Severus Snape watched his life pass in front of his eyes before he died not because he was a hero or because it was the right thing to do. He did it for the same reason he had done everything else. He did it for her. He did it because every breath he had drawn—every sling and arrow he had suffered—had been dedicated to the memory of the love he had lost.

Life had been a torment for Severus Snape, and death was the only rest he had ever known.

It was quiet in the blackness, which was itself a curious thing. How could a state of oblivion be measured by any mortal sense? How could death be silent or black? How could it feel isolated?

It can't.

Even a dead man cannot be aware of his own nonexistence. Awareness is the very antithesis of nothingness, and Severus Snape was aware. He felt nothing; he saw nothing; he heard nothing, but the fact that he felt or saw or heard at all was miraculous.

And then there was sensation, like a lifeline thrown to a drowning man.

A child's laughter.

The scent of strawberry shampoo.

A tiny hand in his.

Another hand, both gripping at his, tugging. Pulling faintly.

"Come on!"

The voice echoed in the darkness, shook him to his bones.

"Come on, dummy!"

The memories he had held close only moments ago were slipping form him with every chime of the child's voice that struck against him. He clutched at them, grasping desperately for each wisp of memory as they escaped, but the voice was calling, and the hands distracting.

One by one, the memories drifted into the emptiness, immune to his attempts at retaining them. When the last one floated before him, it came with a vision. The watery illusion of Lily shimmered before him.

She was smiling.

She said nothing, but she needn't have said a word. Something in her eyes told him to stop struggling. Something told him he didn't have to fight anymore. Something reassured him that all would be well if he only let go.

And so he did. The vision vanished, leaving a light pressure against his mouth as it did. An instant of bliss he hadn't known in this life.

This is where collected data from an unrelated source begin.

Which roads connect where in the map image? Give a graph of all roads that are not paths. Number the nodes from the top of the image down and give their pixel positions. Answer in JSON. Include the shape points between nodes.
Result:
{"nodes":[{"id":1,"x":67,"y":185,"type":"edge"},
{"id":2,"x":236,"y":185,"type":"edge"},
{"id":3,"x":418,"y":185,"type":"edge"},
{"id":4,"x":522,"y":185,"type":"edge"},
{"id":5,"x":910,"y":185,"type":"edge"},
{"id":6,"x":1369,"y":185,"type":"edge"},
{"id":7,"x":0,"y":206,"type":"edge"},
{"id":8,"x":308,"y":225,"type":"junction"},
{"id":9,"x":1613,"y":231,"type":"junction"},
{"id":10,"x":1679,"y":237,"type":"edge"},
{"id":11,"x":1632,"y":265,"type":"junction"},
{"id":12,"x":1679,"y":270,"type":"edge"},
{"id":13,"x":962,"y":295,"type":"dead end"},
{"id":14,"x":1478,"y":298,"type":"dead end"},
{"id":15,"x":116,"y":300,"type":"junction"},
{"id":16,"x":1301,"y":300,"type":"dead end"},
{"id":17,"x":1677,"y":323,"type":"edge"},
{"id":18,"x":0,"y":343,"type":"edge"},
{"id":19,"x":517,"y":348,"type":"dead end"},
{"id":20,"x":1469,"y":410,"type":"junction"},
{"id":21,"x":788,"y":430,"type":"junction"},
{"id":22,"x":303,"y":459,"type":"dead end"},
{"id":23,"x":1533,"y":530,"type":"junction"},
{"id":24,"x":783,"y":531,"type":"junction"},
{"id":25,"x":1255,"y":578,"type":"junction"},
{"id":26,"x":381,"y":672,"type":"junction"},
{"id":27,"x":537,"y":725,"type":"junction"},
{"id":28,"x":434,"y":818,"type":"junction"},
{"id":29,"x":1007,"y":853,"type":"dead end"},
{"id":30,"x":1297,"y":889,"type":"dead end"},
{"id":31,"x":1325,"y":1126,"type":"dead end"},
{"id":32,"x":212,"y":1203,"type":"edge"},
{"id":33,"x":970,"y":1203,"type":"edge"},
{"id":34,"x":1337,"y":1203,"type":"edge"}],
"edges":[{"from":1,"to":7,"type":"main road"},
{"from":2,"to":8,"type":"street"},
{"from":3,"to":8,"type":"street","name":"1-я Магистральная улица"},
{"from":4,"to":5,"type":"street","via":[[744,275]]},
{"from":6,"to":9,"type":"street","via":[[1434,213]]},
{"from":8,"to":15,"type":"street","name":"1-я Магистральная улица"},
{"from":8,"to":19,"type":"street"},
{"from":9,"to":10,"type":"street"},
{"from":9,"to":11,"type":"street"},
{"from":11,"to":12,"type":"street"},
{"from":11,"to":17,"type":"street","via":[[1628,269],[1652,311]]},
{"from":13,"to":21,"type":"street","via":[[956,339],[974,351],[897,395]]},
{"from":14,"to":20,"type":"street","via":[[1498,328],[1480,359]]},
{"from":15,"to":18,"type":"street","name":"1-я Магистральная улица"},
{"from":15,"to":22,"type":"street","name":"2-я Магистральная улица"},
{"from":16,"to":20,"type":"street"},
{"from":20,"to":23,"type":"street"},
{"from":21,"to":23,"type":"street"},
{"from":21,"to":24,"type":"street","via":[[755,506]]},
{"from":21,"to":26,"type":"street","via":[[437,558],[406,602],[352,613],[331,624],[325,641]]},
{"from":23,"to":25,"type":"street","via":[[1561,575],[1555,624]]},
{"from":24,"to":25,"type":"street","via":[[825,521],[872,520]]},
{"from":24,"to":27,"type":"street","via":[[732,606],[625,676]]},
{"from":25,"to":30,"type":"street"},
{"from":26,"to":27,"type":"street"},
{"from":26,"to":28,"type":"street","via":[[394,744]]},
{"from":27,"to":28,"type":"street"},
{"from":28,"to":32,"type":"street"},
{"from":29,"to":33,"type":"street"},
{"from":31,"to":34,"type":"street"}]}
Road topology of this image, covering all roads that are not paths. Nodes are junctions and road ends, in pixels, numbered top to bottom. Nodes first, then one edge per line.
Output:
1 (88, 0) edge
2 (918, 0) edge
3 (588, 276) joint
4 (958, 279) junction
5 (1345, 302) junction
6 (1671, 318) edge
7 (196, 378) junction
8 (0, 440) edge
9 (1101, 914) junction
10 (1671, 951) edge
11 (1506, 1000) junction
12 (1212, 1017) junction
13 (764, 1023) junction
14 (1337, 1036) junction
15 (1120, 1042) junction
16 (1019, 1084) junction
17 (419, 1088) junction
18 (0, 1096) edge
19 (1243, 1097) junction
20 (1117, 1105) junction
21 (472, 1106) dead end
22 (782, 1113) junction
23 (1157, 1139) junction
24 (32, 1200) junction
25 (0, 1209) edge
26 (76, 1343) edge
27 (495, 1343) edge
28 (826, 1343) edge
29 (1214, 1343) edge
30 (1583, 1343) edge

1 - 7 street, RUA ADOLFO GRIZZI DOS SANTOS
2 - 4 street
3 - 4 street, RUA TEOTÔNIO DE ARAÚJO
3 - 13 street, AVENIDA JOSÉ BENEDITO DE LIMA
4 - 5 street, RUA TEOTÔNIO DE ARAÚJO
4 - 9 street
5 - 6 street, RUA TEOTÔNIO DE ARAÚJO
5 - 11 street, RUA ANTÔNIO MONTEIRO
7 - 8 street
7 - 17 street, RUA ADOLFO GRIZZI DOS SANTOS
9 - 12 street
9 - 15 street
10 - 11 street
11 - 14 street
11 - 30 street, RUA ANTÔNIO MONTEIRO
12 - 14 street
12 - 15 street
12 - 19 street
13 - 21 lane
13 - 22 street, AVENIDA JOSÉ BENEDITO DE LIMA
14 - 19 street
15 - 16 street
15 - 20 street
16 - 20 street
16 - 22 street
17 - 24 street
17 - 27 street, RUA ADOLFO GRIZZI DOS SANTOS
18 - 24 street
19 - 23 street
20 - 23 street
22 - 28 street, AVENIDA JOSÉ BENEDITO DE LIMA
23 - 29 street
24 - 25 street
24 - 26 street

The hands holding his gave a finally tug, and this time he followed where they led.

"Come on!"

The boy looks up and shakes his long hair out of his face to look at the girl yelling at him. She's been trying in vain to drag him to his feet from his cross-legged position on the ground. He smirks at her and she drops his hand suddenly and unceremoniously, planting her hands on her hips a little bossily.

"Are you coming or not?" she demands, her lips pouting slightly in annoyance.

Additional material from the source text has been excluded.